▸ **EXERCISE PROMPT**
Please copy each line of the records below that includes the word "highway".

(Collected data)
━━━━━━━━━━
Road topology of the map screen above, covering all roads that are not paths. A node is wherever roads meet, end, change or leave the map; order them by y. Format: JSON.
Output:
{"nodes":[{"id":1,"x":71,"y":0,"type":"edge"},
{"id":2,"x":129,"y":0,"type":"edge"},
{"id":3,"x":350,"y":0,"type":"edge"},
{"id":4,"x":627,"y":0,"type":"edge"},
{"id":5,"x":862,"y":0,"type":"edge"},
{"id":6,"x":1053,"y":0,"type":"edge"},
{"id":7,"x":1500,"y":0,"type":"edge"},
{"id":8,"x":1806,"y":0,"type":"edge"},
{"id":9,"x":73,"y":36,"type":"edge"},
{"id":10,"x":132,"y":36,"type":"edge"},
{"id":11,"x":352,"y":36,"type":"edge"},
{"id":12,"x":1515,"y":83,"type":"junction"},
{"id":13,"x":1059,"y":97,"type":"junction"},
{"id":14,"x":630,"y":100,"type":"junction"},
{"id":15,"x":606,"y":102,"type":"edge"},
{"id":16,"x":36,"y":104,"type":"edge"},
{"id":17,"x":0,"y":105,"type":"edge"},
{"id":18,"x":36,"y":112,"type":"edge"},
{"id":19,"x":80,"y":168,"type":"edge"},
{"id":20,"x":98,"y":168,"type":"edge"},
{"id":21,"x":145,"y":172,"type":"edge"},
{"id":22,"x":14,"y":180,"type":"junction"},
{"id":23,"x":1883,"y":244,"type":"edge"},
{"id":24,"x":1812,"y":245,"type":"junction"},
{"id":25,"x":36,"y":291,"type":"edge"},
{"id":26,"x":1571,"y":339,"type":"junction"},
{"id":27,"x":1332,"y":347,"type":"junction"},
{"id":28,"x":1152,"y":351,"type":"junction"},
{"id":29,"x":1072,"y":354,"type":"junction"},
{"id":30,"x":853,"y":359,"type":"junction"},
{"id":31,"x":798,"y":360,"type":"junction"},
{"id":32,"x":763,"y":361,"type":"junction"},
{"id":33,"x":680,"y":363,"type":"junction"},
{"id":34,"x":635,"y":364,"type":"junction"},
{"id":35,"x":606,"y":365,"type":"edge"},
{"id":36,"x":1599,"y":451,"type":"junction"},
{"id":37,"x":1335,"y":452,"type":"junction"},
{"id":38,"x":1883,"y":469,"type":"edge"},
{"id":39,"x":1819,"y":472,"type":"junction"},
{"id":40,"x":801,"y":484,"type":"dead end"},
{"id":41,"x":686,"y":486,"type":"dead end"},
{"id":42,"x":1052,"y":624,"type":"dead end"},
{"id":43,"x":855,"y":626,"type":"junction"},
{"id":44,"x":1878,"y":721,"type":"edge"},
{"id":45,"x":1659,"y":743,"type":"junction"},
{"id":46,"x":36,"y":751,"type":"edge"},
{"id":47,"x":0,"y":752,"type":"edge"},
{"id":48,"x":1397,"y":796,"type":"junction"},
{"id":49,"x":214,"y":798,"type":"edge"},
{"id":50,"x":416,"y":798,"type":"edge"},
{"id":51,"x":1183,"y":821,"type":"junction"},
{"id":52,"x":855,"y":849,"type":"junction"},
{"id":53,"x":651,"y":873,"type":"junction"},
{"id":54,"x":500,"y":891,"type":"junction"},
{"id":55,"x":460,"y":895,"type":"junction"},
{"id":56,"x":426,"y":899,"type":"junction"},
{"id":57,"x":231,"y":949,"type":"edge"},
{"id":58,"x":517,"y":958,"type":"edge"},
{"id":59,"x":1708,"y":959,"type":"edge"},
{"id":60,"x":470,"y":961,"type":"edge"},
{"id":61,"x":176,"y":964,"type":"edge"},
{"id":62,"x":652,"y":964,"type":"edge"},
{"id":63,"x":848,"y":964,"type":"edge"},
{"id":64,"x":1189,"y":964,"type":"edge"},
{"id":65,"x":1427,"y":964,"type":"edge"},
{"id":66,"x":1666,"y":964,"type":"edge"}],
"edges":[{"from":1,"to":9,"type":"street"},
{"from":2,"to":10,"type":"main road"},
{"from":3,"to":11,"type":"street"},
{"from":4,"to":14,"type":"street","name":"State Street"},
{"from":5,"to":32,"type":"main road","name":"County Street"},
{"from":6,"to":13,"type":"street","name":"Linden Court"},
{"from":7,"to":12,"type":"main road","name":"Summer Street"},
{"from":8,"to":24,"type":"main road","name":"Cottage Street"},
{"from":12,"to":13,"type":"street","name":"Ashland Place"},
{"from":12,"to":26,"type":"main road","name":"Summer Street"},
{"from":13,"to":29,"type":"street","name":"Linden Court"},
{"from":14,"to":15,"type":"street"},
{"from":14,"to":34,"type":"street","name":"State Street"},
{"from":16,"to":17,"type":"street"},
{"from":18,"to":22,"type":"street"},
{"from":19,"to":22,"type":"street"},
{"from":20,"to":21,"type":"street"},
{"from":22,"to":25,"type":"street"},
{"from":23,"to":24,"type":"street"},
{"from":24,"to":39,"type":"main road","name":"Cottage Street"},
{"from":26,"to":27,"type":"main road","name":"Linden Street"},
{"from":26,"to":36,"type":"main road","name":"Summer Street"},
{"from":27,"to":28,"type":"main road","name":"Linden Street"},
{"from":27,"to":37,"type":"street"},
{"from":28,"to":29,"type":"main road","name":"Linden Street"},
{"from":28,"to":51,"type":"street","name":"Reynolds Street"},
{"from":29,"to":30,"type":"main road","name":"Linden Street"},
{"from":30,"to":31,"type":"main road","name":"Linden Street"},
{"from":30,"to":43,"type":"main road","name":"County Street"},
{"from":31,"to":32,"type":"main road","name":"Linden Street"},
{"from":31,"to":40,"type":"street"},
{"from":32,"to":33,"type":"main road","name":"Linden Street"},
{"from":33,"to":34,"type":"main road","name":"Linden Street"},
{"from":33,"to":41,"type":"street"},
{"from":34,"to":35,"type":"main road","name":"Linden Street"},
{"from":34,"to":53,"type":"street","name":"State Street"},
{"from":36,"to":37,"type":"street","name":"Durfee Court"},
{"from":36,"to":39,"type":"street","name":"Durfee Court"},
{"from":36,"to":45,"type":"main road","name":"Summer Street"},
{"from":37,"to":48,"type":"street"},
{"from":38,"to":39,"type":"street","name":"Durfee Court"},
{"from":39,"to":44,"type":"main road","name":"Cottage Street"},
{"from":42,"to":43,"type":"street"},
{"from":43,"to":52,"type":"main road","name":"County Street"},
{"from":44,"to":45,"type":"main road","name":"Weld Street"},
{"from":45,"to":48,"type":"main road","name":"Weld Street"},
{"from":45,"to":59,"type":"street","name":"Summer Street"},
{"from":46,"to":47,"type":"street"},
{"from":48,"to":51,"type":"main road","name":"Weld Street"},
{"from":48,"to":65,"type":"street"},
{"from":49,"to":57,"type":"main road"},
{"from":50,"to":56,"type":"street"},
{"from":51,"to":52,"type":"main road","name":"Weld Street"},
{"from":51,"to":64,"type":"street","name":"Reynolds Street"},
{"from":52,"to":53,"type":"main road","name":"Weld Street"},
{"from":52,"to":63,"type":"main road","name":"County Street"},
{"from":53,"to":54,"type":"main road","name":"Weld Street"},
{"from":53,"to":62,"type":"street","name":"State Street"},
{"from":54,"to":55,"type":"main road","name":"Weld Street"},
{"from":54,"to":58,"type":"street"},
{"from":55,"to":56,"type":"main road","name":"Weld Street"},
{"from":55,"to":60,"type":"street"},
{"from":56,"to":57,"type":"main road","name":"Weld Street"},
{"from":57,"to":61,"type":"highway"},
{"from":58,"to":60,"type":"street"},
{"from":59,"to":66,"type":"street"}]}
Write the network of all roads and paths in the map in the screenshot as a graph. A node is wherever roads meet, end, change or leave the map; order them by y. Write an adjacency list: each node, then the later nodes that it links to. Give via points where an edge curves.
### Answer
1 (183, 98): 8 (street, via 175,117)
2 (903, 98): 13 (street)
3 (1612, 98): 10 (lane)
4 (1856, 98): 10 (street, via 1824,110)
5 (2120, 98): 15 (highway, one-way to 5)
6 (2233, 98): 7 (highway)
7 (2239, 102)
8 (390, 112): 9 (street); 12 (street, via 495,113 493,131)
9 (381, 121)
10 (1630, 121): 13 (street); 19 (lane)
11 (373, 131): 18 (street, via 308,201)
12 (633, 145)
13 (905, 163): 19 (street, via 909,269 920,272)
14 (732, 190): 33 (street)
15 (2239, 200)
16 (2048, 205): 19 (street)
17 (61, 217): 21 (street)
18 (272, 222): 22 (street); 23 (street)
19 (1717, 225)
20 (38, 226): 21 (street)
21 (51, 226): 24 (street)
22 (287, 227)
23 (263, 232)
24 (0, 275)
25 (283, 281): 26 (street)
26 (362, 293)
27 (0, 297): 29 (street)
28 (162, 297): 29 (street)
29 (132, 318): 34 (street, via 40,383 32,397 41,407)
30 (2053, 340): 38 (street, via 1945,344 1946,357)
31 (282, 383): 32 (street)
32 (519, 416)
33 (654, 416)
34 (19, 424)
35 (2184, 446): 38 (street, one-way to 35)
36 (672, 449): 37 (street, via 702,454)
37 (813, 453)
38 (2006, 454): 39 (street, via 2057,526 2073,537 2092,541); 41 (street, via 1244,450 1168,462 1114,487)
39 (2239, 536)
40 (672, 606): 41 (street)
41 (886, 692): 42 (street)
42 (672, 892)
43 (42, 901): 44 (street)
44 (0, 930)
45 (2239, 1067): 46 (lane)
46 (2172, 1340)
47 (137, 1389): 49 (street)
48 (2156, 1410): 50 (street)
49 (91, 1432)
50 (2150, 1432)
━━━━━━━━━━
▸ **OUTPUT OF THE EXERCISE**
{"from":57,"to":61,"type":"highway"},
5 (2120, 98): 15 (highway, one-way to 5)
6 (2233, 98): 7 (highway)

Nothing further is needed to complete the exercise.